Plaintiff maintains that Defendants have not met their burden in showing that it is absolutely clear that their allegedly wrongful conduct will not occur again. Plaintiff argues that the Defendants' responses to the CCRC, which were made after the November 11, 2019 meeting, indicate that Defendants do not believe they did anything wrong and their discriminatory attitudes remain unchanged. She also asserts that the fact that A-B Petroleum does not keep the Public Accommodation Notice posted in a conspicuous place year-round and does not have a question about it on the new-hire exam evinces a lack of seriousness about this issue. The Court disagrees.

First, the written statements from Defendants Cunningham, Wakeman, and Dickson (Dkt. #16-1) merely recount their version of the events that happened on August 12, 2019, and reflect those employees' understanding of the company's policy at that time. Those events are of limited relevance here because the Court's inquiry focuses on what happened next. Indeed, Defendants now concede that the policy, as understood by employees in August 2019, did not accurately reflect the law. The statements do not rebut the evidence that A-B Petroleum promptly changed its service animal policy after learning of its deficiencies.

Next, the Court is persuaded that the conduct described in Plaintiff's Complaint cannot reasonably be expected to recur. Brian and Austin Haldorson testified, under oath, that when they were presented with information indicating that A-B Petroleum and its employees were not complying with the law, they promptly changed their service animal policy, met with the management team to inform them of the policy change, posted the Public Accommodation in its stores where employees would see the notice, instructed managers to go over the changes with employees, and added the revised policy to the store's manual and training material that is presented to all new employees. The Court finds the Haldorsons' testimony credible and unrebutted. Plaintiff's counsel, in fact, agreed that A-B Petroleum's service animal policy, as reflected in its manual and in effect since April 2020, is compliant with the law.

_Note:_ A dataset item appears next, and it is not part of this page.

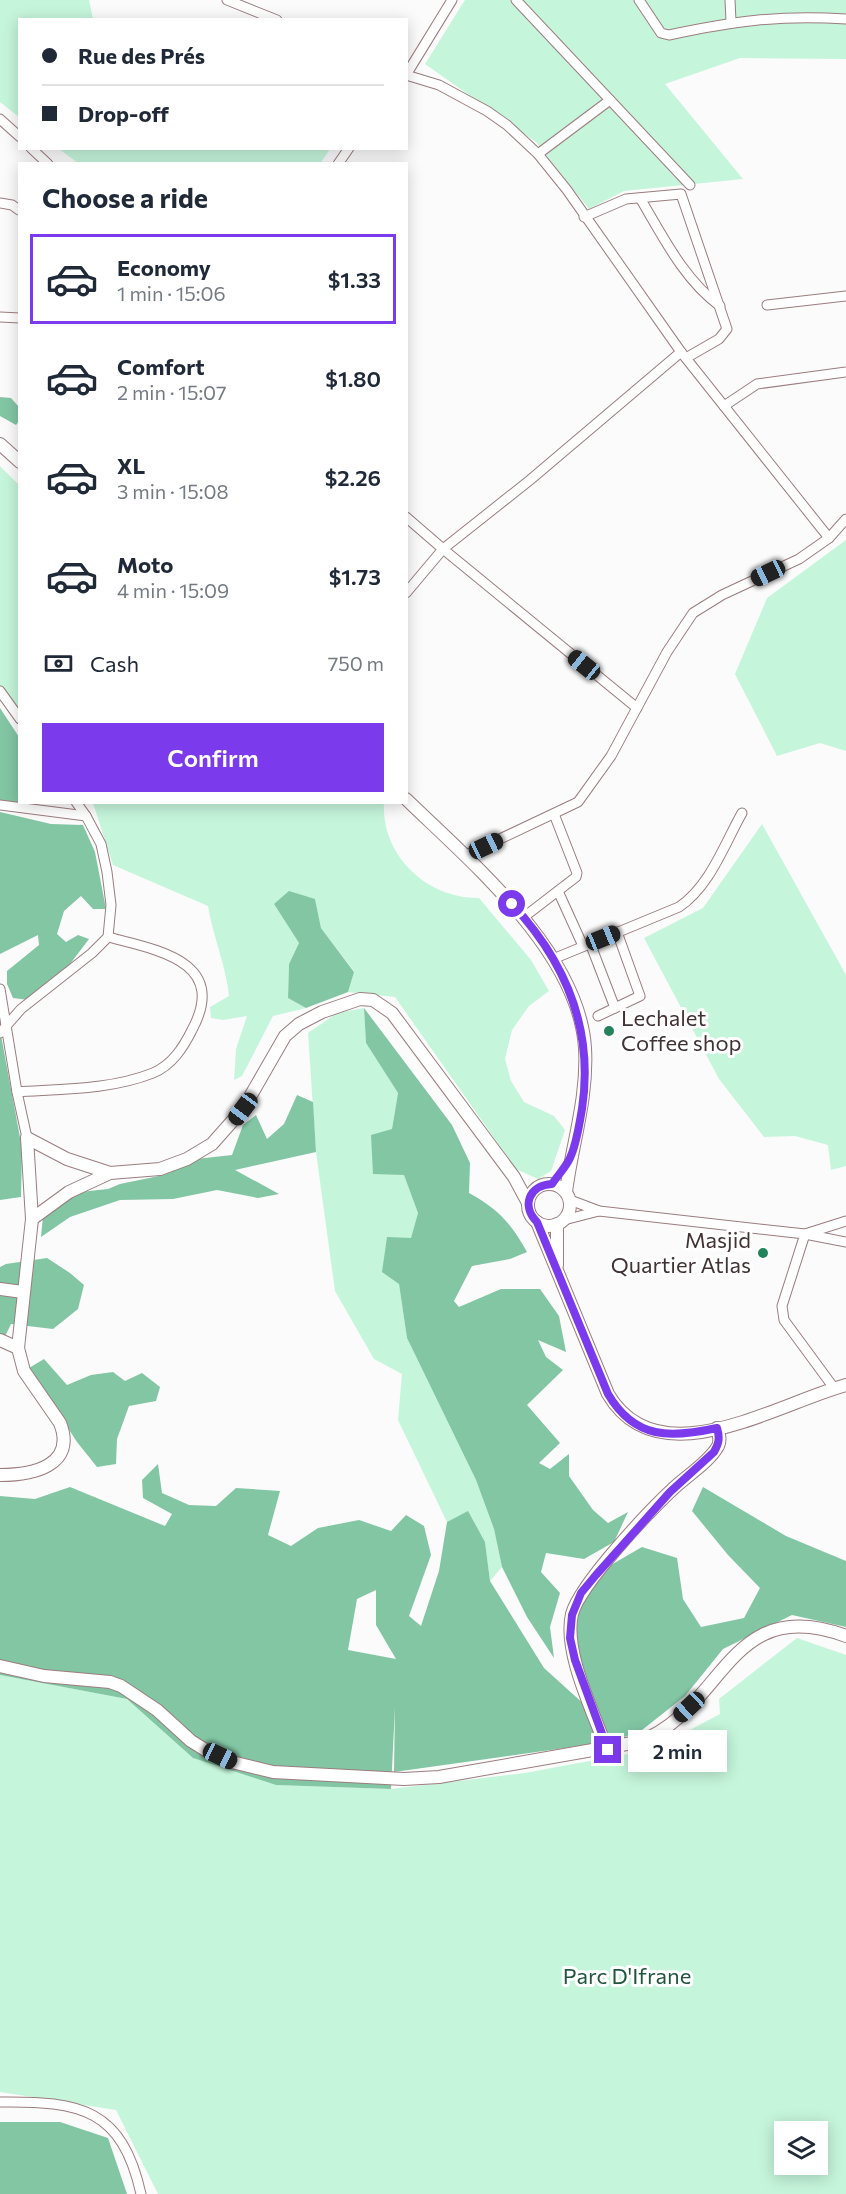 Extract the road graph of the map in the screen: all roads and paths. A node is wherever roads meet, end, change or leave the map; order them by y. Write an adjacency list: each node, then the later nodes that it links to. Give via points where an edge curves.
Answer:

Thus, the evidence shows that A-B Petroleum has a service animal policy in place that complies with state and federal law. The evidence further shows that A-B Petroleum has and will continue to train its employees on this policy. There is no evidence that indicates this policy is pretextual or unenforced; Brian Haldorson testified that there have not been any incidents or complaints related to the service animal policy since it has been implemented. There is also no evidence or any reason to believe that the policy will be substantively changed or revoked. The Court credits Brian Haldorson's testimony that A-B Petroleum has every incentive to ensure that each customer's experience in one of its stores is a positive one, and there is no incentive to unnecessarily confront or harass a disabled customer accompanied by a service animal. In short, the Court finds the Defendants' remedial actions are genuine. The fact that Defendants theoretically could have taken some other measures—for example, they could, as Plaintiff points out, post Public Accommodation Notice year-round or put a question about the service animal policy on the new employee exam—does not alter the Court's findings that, through the actions they did take, it is absolutely clear that there is no reasonable expectation that the alleged violation will recur. Defendants have therefore satisfied their heavy burden to show that the voluntary cessation exception to mootness does not apply. See Stan v. Wal-Mart Stores, Inc., 111 F.Supp.2d 119, 127 (N.D.N.Y. 2000) (“Because Defendants here have the proper policies with respect to service animals and have counseled its employees with respect to such issues, it has carried out its obligations under Title III of the ADA.”).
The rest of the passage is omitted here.